There is simply no way that a human could analyse that much data, so a human readable textfile was irrelevant.
True.
And I worked with a product that automatically collected text logs from ancient machines (that log to a printer or internal files), scanned them, and converted all that into a central structured database, which was then used to generate alarms and alert technicians in the central control center. Quite an expensive product, I believe.
So yes, binary, database, system logs do make a lot of sense.
However, in that same control center, I often used plain zgrep (rather cgrep) on an alternative Linux server that also collected the same text logs, in order to quickly search for issues, mostly issues that were not clearly defined.
I did mention 'swatch'. Using perl to do the grepping. Its useful in that it can deal with things in close proximity in the logs, but it is not a cross correlator of 'deep pattern' tool.
However, the problem was that the central machine and database was very slow and difficult to handle.
I've observed that in some products I've tested, not just syslog tools. They look fine at the trades show/exhibition, but under real loads....
The interface was via web browsers and java or javascript (I don't remember which, sorry). Java, probably. Our desktop machines with about 64 MiB ram bent under that load. So we technicians usually bypassed the system if we could - but the idea of the organized database was absolutely correct, only incorrectly implemented.
Yes, that sums it up well. Databases are intensive applications. Used in a bank to watch for all manner of attacks and frauds and other chicanery they are very, very different home or small network applications. Syslog databases run full out, non stop. If your database or if your h/w has any weaknesses or errors then they will be shown up. And yes Java and Javascript simply won't cut it.
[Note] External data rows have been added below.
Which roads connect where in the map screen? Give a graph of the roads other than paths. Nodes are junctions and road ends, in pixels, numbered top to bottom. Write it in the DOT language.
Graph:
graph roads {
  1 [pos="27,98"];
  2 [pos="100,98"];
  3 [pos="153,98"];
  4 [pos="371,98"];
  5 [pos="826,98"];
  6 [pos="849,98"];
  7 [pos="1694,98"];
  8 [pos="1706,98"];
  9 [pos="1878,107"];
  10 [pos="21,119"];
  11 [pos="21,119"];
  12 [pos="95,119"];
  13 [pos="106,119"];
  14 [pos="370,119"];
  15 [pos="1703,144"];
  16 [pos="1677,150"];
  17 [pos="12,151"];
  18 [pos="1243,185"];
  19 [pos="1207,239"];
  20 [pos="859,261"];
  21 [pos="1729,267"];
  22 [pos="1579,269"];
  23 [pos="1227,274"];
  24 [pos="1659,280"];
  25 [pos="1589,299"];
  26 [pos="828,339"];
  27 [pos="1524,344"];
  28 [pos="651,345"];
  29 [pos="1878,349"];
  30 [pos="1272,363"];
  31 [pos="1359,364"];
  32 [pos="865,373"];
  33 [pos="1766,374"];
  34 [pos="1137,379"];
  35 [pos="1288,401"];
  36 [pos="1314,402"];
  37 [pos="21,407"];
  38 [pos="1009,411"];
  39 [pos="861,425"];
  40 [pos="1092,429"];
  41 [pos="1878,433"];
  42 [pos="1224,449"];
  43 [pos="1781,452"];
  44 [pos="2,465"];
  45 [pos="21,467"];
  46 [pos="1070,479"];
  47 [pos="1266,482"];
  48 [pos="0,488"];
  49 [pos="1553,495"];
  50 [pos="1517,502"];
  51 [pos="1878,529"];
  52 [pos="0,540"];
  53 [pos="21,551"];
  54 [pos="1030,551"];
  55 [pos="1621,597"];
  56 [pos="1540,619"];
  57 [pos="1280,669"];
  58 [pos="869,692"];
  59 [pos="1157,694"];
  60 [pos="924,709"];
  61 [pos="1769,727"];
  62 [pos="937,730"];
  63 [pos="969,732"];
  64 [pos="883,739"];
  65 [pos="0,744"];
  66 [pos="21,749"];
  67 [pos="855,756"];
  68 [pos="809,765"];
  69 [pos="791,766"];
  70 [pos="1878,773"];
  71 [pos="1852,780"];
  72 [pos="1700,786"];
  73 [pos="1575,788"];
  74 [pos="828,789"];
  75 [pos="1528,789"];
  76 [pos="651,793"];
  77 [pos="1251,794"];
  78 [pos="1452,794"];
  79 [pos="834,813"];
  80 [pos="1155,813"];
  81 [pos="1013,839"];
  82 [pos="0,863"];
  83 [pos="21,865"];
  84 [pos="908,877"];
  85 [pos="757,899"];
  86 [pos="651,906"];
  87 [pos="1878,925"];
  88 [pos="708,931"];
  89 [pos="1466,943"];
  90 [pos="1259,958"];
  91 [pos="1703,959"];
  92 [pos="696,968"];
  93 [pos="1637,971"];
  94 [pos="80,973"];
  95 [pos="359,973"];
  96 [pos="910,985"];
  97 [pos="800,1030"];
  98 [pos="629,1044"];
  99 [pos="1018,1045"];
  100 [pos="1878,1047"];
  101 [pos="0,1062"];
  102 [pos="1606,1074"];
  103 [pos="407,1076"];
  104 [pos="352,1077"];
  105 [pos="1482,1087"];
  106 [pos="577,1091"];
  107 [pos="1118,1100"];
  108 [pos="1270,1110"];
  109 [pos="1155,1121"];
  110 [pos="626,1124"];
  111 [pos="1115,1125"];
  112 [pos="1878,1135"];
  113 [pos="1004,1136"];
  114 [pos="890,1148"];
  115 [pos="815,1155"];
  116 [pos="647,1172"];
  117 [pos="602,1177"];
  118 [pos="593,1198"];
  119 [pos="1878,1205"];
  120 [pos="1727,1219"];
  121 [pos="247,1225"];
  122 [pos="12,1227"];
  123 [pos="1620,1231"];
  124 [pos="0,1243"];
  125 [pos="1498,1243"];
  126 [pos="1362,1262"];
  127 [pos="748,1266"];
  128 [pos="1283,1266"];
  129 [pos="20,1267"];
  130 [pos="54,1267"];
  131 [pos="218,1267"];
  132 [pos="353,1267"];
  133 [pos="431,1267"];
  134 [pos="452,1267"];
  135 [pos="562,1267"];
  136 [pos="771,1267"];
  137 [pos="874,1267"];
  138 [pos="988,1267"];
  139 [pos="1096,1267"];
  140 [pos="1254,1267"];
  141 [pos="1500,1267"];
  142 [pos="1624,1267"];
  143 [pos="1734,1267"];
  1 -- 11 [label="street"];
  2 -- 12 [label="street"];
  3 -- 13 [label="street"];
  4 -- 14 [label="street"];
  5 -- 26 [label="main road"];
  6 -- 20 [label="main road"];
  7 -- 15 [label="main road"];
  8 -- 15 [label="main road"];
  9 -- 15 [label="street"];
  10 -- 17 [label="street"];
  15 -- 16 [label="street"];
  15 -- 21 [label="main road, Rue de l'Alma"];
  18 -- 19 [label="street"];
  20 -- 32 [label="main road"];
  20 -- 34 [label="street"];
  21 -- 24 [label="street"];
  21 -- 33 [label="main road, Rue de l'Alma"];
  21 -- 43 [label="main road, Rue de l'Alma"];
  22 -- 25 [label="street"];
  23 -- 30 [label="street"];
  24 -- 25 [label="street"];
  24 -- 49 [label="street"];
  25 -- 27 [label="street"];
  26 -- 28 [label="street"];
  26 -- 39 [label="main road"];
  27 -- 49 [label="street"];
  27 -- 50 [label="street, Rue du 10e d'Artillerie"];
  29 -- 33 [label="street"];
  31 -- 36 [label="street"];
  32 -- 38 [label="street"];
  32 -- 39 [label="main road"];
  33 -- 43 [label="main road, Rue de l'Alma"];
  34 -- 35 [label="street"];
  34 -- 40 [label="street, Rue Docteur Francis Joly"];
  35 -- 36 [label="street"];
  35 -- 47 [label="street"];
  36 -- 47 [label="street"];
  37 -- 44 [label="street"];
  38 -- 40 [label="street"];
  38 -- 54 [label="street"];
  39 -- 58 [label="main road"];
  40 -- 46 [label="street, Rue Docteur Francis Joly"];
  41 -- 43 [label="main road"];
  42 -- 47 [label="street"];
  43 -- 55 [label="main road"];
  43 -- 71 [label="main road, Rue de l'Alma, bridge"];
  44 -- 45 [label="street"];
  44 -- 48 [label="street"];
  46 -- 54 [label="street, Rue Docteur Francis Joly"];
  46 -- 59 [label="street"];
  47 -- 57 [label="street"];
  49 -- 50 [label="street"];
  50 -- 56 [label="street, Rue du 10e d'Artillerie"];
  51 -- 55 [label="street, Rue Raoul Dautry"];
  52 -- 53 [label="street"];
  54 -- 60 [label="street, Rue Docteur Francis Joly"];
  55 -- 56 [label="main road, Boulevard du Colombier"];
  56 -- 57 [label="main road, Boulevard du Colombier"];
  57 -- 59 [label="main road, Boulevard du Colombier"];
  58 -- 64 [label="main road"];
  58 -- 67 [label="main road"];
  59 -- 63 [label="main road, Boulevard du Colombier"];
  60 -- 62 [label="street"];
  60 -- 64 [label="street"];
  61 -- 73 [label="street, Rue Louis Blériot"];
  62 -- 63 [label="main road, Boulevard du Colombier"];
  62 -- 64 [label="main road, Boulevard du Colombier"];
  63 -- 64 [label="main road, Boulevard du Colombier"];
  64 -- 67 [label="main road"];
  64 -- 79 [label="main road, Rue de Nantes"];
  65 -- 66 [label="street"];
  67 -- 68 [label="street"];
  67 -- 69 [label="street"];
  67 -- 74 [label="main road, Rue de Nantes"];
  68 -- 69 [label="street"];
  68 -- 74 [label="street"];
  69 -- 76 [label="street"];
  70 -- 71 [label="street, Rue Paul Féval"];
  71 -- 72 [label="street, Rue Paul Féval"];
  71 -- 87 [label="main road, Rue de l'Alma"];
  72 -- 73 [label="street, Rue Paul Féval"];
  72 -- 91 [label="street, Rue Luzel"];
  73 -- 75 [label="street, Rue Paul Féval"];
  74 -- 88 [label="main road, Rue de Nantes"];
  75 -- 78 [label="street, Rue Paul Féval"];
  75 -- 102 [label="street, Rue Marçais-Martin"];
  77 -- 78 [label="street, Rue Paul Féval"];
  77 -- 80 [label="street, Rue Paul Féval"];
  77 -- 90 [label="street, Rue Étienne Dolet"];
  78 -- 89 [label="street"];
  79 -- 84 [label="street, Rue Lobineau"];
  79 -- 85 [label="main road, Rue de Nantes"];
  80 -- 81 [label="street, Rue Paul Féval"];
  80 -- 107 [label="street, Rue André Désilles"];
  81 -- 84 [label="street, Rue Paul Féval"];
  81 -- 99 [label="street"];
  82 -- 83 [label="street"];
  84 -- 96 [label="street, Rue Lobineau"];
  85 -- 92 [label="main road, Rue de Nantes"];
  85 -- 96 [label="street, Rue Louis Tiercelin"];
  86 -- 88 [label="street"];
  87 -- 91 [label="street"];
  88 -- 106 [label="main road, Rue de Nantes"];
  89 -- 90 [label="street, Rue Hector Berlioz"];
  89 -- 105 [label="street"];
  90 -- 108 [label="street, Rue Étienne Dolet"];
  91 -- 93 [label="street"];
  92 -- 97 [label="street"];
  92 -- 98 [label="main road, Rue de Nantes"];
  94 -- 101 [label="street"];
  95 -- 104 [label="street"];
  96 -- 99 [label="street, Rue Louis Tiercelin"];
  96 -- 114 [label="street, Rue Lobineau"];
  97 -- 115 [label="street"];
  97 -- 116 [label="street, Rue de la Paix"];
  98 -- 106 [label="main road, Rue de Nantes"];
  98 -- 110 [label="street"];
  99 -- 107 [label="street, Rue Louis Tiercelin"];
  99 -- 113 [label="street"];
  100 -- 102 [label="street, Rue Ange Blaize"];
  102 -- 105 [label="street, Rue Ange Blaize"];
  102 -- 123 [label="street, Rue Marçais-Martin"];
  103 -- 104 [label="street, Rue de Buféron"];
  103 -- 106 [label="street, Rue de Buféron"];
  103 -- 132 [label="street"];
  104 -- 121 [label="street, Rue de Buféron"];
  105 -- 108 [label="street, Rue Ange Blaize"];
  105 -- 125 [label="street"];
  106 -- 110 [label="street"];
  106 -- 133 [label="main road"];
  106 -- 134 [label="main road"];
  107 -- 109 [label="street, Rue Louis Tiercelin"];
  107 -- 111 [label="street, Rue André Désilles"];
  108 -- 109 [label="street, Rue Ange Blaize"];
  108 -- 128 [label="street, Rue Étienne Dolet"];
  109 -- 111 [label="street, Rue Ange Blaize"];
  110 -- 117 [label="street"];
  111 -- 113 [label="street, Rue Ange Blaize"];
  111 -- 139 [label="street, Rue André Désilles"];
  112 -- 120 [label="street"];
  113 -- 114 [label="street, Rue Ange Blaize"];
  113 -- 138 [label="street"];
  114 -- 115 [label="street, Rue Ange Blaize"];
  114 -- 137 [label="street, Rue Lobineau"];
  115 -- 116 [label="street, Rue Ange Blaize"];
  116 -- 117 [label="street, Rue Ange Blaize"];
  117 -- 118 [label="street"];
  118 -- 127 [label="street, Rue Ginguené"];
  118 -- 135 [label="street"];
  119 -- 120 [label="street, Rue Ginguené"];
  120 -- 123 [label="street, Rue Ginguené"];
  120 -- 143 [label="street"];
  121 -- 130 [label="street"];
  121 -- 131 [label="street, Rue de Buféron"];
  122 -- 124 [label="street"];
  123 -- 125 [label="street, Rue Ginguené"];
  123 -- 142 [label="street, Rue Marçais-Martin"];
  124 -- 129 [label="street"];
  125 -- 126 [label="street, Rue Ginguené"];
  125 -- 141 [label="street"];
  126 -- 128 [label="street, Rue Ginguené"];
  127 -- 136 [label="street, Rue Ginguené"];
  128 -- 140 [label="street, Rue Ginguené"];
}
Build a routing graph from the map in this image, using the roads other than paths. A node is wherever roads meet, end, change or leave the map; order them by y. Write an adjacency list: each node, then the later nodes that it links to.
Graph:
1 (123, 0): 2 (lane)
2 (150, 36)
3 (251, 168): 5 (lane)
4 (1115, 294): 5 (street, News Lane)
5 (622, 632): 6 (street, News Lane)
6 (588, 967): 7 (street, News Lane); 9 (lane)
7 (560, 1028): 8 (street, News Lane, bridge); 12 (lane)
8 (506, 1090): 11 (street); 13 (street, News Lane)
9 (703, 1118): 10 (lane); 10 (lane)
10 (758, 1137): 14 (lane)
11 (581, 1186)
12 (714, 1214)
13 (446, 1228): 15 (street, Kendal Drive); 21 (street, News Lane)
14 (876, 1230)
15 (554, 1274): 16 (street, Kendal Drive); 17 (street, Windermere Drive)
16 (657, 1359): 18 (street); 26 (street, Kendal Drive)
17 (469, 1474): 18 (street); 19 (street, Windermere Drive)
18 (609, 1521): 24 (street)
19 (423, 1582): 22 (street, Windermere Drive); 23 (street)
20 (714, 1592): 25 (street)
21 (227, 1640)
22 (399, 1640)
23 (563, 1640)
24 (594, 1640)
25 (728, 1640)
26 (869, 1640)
So if systemd adds a binary log, and it is not enforced, I see no issue with it. Welcome! Actually that log is better in order to find issues with systemd itself and services.
Indeed. I've used it to trace problems with booting with proprietary drivers.
The only verified big issue with persistent systemd journal I know about is that searching it is currently horribly slow, if the disk is magnetic. Just printing the log to screen makes the disk head move madly. There have been reports here of it taking hours, not even minutes.
But that is implementation issues. The idea is sound.
And yes, I've seen poorly implemented Dbs do that. Try doing proper SQL queries with a dBase style database! I don't think its simply magnetic vs ssd. With ext4 you can preallocate and make sure the database - whatever database - is 'all in one place'. Even granted that, there could be many reasons for heavy disk activity. One can't make sweeping assertions, which many contributors to this thread have been doing. I'd ask WHY there was all that disk activity. What is the layout on the disk of that log file? Sequential records? (Often a problem with databases that log time sequential records: hit index, hit file, hit index, hit file; and the records are stored for the convenience of space packing rather than speed of access.)
In fact, you can also tell rsyslog and others to write the traditional syslog into an mysql binary database! Nothing new here.